• **Data**:

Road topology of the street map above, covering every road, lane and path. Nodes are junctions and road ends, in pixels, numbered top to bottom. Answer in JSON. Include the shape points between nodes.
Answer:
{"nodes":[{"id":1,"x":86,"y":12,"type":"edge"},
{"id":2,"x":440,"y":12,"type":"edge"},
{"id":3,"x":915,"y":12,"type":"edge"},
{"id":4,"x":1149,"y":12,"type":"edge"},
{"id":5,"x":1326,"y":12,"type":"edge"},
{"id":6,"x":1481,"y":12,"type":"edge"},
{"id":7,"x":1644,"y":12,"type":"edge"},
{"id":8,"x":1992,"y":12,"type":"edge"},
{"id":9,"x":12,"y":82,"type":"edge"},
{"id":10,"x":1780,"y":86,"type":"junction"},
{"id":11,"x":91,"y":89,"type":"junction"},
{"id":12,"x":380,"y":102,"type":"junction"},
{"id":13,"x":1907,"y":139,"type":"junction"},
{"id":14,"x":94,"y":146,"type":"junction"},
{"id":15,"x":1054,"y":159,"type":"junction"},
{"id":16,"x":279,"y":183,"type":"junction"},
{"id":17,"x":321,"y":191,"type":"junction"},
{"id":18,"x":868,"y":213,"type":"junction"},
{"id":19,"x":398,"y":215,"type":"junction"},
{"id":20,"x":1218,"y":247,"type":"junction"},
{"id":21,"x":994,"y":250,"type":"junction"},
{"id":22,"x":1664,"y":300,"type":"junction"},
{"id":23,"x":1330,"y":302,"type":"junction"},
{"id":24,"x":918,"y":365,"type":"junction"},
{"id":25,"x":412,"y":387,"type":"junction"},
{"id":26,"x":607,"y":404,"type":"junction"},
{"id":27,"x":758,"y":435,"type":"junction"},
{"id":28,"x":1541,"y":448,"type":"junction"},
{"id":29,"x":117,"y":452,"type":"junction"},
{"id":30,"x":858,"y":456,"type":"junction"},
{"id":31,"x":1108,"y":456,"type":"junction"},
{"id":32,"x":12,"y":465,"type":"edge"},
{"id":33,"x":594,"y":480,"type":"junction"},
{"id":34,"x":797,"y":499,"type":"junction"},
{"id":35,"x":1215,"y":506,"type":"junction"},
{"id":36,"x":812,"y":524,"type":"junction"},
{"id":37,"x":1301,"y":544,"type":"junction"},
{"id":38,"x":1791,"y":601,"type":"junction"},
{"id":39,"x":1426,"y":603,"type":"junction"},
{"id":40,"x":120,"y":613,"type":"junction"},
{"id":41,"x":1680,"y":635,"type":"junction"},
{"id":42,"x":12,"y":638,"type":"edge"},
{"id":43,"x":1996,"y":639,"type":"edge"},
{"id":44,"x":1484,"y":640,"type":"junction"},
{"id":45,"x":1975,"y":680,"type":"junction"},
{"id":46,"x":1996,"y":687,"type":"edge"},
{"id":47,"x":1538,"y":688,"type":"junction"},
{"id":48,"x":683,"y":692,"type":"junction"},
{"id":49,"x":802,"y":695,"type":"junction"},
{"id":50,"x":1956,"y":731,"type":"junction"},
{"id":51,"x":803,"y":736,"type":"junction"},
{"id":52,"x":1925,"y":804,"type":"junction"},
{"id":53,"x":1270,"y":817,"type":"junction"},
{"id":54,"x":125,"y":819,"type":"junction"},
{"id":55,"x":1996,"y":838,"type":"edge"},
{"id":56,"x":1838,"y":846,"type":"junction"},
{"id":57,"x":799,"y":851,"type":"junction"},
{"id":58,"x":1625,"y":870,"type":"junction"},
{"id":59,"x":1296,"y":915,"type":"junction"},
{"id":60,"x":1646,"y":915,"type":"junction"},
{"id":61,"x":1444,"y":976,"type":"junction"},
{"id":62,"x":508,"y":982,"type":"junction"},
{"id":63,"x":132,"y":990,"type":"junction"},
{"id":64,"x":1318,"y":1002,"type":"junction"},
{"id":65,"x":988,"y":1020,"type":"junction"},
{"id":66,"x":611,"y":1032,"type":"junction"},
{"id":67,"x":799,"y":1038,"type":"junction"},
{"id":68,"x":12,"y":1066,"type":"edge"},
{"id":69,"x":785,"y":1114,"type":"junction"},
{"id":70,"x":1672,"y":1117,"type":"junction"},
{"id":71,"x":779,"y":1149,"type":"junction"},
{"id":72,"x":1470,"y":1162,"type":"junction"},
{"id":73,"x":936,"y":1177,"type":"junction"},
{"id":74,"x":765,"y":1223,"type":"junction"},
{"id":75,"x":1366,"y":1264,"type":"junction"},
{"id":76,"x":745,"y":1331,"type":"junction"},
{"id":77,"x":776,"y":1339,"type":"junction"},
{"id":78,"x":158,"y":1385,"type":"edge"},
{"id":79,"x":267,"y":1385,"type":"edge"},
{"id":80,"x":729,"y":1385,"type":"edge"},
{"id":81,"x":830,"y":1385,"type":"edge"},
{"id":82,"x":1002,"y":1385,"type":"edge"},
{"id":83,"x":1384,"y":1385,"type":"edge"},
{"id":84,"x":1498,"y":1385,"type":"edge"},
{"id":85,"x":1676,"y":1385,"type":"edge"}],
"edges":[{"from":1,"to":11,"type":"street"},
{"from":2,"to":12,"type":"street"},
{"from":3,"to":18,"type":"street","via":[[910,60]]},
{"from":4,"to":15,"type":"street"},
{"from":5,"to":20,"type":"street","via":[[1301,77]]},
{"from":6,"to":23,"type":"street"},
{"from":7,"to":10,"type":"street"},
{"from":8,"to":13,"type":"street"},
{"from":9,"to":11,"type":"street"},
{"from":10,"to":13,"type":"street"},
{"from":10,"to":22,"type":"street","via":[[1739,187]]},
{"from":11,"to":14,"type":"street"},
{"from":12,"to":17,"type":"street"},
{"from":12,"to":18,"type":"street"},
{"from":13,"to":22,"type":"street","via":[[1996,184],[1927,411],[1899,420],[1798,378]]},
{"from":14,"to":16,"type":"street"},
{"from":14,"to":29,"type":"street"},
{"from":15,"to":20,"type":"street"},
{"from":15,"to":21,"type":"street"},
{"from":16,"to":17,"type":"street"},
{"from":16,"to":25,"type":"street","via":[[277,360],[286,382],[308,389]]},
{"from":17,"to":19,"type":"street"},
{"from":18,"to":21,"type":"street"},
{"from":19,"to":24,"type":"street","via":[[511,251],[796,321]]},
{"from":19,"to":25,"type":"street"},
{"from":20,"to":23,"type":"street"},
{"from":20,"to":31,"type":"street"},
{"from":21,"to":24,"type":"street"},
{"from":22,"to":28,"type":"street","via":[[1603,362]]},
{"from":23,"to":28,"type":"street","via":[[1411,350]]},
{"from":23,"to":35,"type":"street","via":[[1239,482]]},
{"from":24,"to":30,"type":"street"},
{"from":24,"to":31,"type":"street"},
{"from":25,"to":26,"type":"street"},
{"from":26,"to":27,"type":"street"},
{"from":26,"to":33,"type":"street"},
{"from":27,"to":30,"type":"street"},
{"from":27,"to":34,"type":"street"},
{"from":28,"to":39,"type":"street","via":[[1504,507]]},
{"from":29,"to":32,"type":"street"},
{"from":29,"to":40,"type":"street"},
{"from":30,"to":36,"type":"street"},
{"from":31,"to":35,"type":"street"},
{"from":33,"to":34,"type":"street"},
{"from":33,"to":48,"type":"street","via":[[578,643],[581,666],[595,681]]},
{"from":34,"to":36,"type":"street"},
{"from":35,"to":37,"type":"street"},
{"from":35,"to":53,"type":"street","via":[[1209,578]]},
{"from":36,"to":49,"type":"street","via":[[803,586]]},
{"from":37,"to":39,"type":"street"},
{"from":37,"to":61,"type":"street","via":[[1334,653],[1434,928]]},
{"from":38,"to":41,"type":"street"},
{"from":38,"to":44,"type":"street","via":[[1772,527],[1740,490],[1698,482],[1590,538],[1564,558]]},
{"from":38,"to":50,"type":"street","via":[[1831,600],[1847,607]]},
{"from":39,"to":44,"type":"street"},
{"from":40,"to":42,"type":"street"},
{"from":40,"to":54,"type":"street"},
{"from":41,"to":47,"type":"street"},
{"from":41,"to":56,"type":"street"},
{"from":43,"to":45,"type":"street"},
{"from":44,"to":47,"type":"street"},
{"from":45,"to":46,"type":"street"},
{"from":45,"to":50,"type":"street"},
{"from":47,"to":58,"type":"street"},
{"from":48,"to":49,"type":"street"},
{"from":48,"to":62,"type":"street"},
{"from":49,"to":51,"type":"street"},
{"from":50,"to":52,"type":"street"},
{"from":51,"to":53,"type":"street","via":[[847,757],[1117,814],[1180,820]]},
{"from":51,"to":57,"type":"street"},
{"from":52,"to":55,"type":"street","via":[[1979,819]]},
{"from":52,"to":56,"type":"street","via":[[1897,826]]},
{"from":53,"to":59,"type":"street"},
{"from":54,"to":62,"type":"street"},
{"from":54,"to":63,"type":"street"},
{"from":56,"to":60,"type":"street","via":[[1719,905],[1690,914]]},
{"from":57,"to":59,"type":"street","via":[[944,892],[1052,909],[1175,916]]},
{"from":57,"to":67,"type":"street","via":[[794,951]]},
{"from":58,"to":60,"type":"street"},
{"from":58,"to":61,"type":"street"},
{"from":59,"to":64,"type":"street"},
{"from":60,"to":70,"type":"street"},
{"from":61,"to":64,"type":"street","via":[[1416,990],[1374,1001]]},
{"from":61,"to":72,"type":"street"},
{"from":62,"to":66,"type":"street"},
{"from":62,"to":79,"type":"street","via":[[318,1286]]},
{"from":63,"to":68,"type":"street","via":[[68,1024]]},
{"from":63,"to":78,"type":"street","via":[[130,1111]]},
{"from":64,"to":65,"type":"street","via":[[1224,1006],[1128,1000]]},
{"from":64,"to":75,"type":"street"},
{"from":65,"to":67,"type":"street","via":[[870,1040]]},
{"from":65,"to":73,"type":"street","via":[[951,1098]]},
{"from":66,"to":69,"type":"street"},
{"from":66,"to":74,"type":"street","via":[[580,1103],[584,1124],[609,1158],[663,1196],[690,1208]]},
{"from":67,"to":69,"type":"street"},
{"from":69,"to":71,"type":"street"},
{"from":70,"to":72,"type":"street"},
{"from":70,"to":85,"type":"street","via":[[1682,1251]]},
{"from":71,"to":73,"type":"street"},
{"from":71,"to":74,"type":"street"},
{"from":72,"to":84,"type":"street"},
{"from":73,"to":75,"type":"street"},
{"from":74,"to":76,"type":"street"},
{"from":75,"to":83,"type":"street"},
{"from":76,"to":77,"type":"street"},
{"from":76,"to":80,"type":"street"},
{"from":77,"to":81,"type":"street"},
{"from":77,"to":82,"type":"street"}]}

• **Your objective**:
Only a number is wanted: how many lines of the material above hold "nodes"?

• **Exercise solution**:
2